"I am looking for dollars here because last week I went to the exchange houses in El Alto, but I couldn't find any," said Paulina Mayta, who was still searching for hard currency. "Everyone tells me there aren't any, there's none left. I owe in dollars and I have to spend in dollars." Bolivia's central bank has warned of unusually high demand for dollars and has offered to sell dollars directly at the official exchange rate of 6.96/6.86 bolivianos per dollar where it's been pegged since 2011.
"The population that has not been able to satisfy their demand in dollars, either in the financial system or in the exchange houses, should come to the Central Bank of Bolivia," central bank president Edwin Rojas said on Monday.
"Unfortunately we have warned that these speculative attacks
persist, especially at the level of social networks."

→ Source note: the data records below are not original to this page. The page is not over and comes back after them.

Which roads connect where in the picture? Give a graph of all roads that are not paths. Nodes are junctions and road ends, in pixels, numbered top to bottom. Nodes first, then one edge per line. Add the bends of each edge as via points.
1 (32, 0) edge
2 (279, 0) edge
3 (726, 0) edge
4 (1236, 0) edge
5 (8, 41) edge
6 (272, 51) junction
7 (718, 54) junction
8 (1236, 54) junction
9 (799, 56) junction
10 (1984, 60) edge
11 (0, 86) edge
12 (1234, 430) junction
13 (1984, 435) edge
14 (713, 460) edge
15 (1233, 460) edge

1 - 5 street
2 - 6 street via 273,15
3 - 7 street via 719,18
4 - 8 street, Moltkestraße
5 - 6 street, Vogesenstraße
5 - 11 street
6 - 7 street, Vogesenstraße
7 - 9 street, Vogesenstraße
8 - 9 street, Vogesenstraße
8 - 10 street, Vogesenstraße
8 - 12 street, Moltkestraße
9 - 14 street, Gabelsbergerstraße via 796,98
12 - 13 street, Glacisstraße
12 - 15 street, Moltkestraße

The landlocked South American country has seen net foreign
currency reserve fall from a peak over $15 billion in 2014 to
$3.8 billion at the end of 2022, hit by global inflation, weaker
exports and spending to protect the currency peg.

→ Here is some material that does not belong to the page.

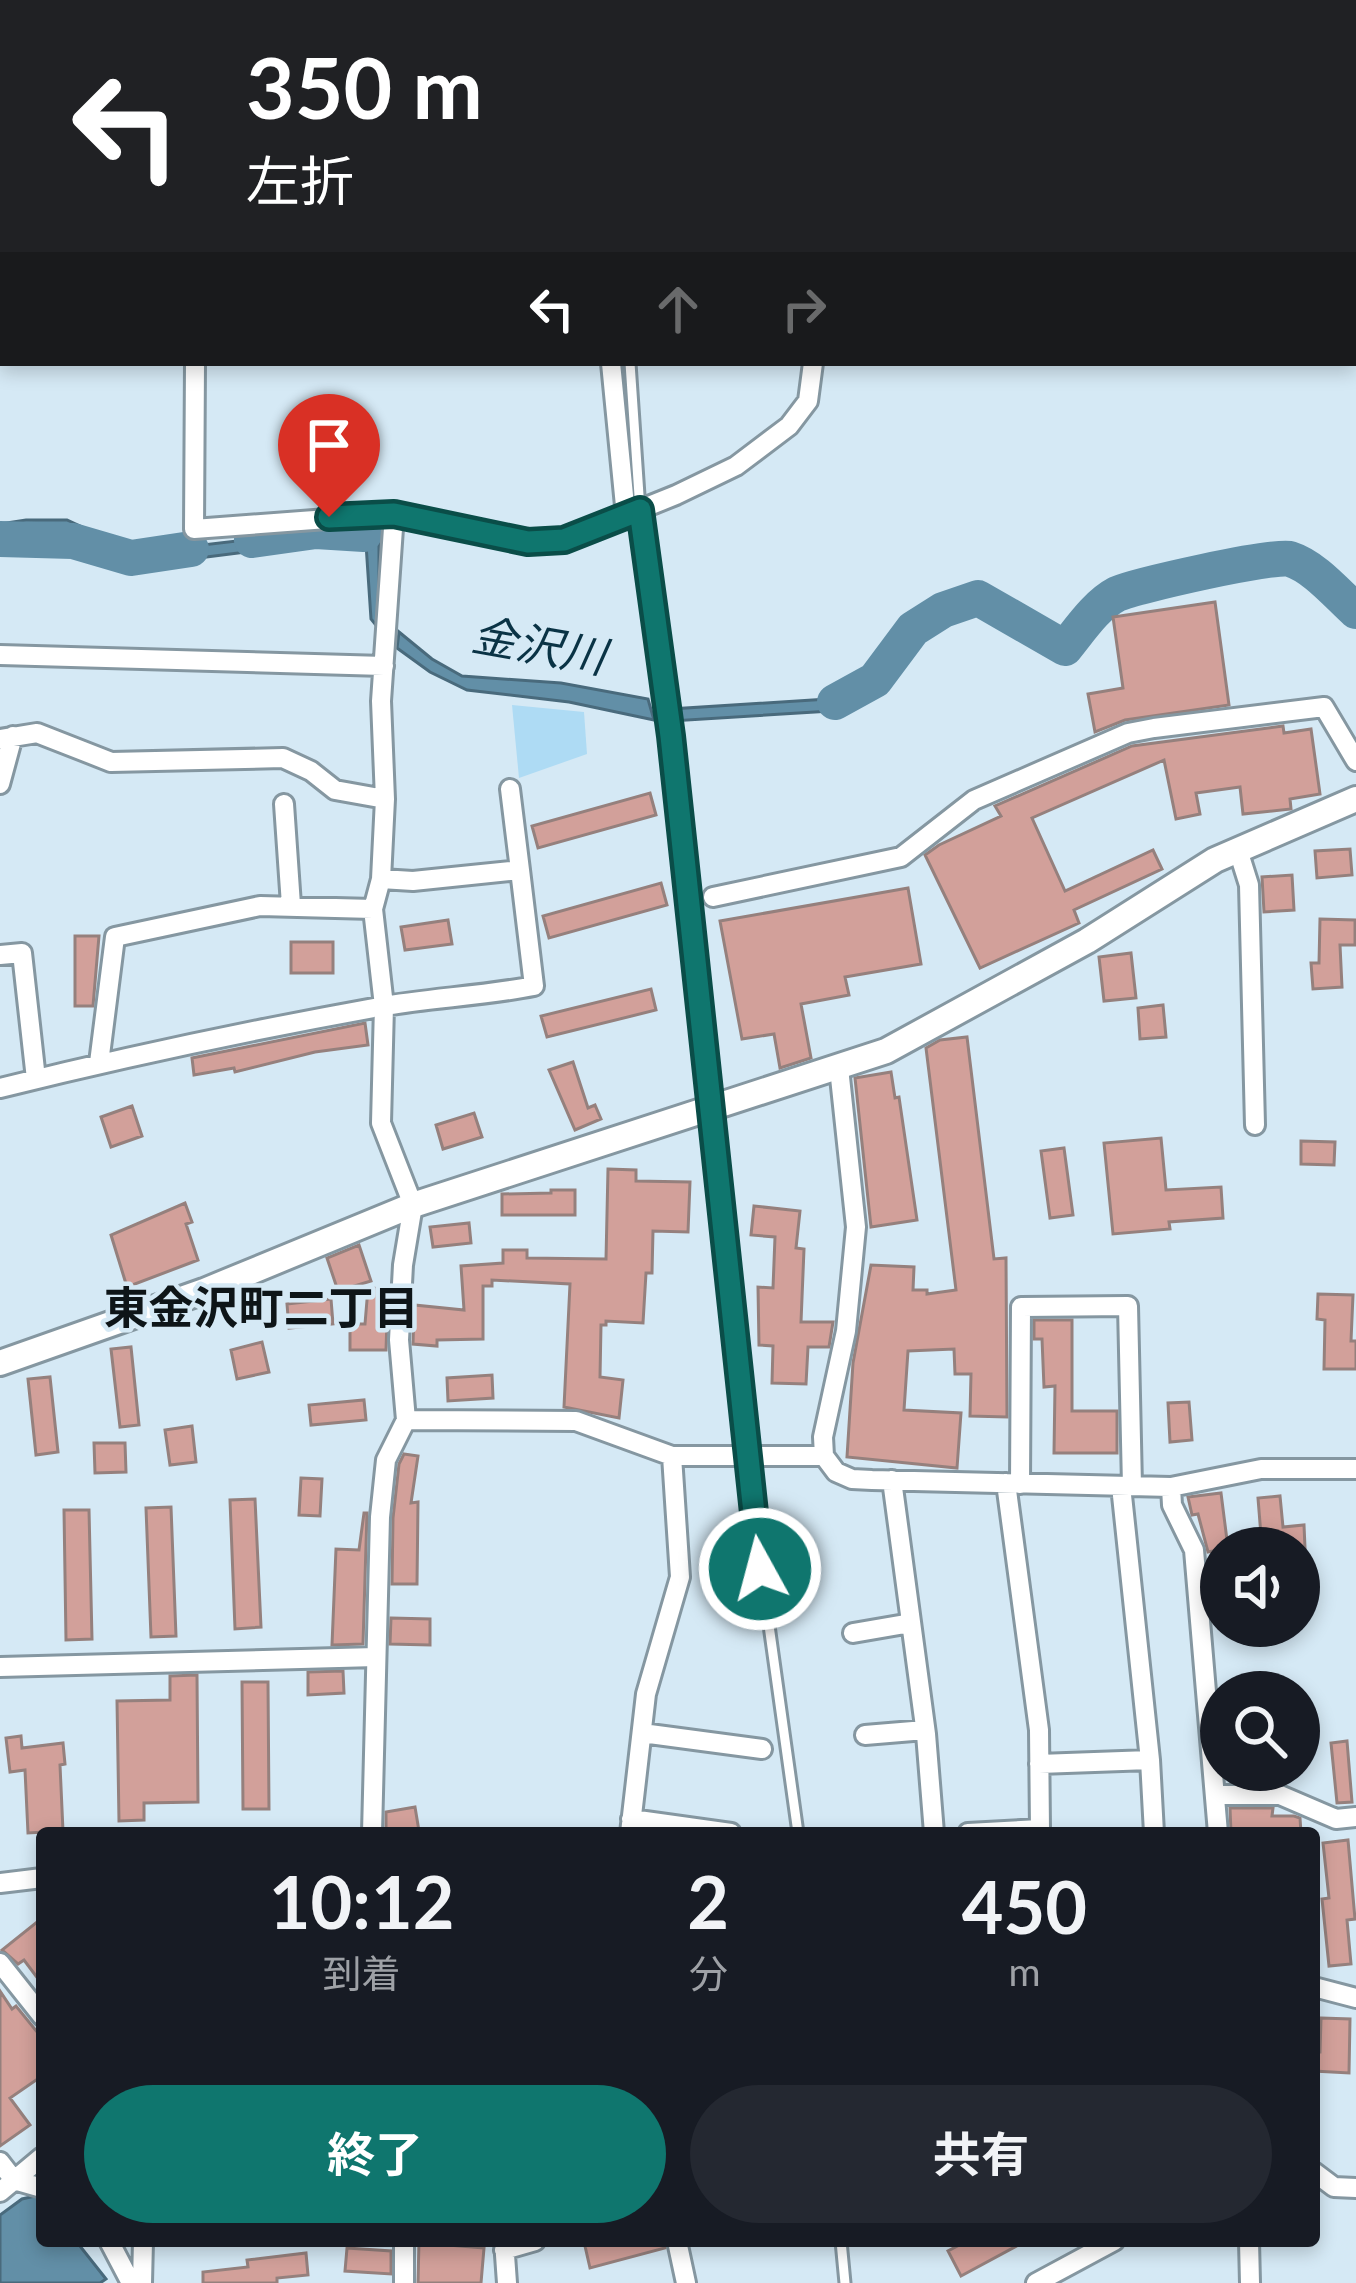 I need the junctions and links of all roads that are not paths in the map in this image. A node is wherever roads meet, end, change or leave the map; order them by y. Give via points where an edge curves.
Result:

The recent uncertainty has seen the cost of dollars rise to
as much as 7.8 bolivianos in unofficial parallel markets,
according to currency traders and Reuters checks.
Analysts said the central bank appeared to be moving to
ensure the supply of dollars and would keep selling them to hold
the official exchange rate steady, even though this risked
burning through reserves further.
"We are going to guarantee the provision of U.S. dollars,
people do not have to worry much," BCB treasury manager Claudia
Soruco said at a press conference on Tuesday.
"It is not necessary for people to make these long lines
because they can come in over the next few days."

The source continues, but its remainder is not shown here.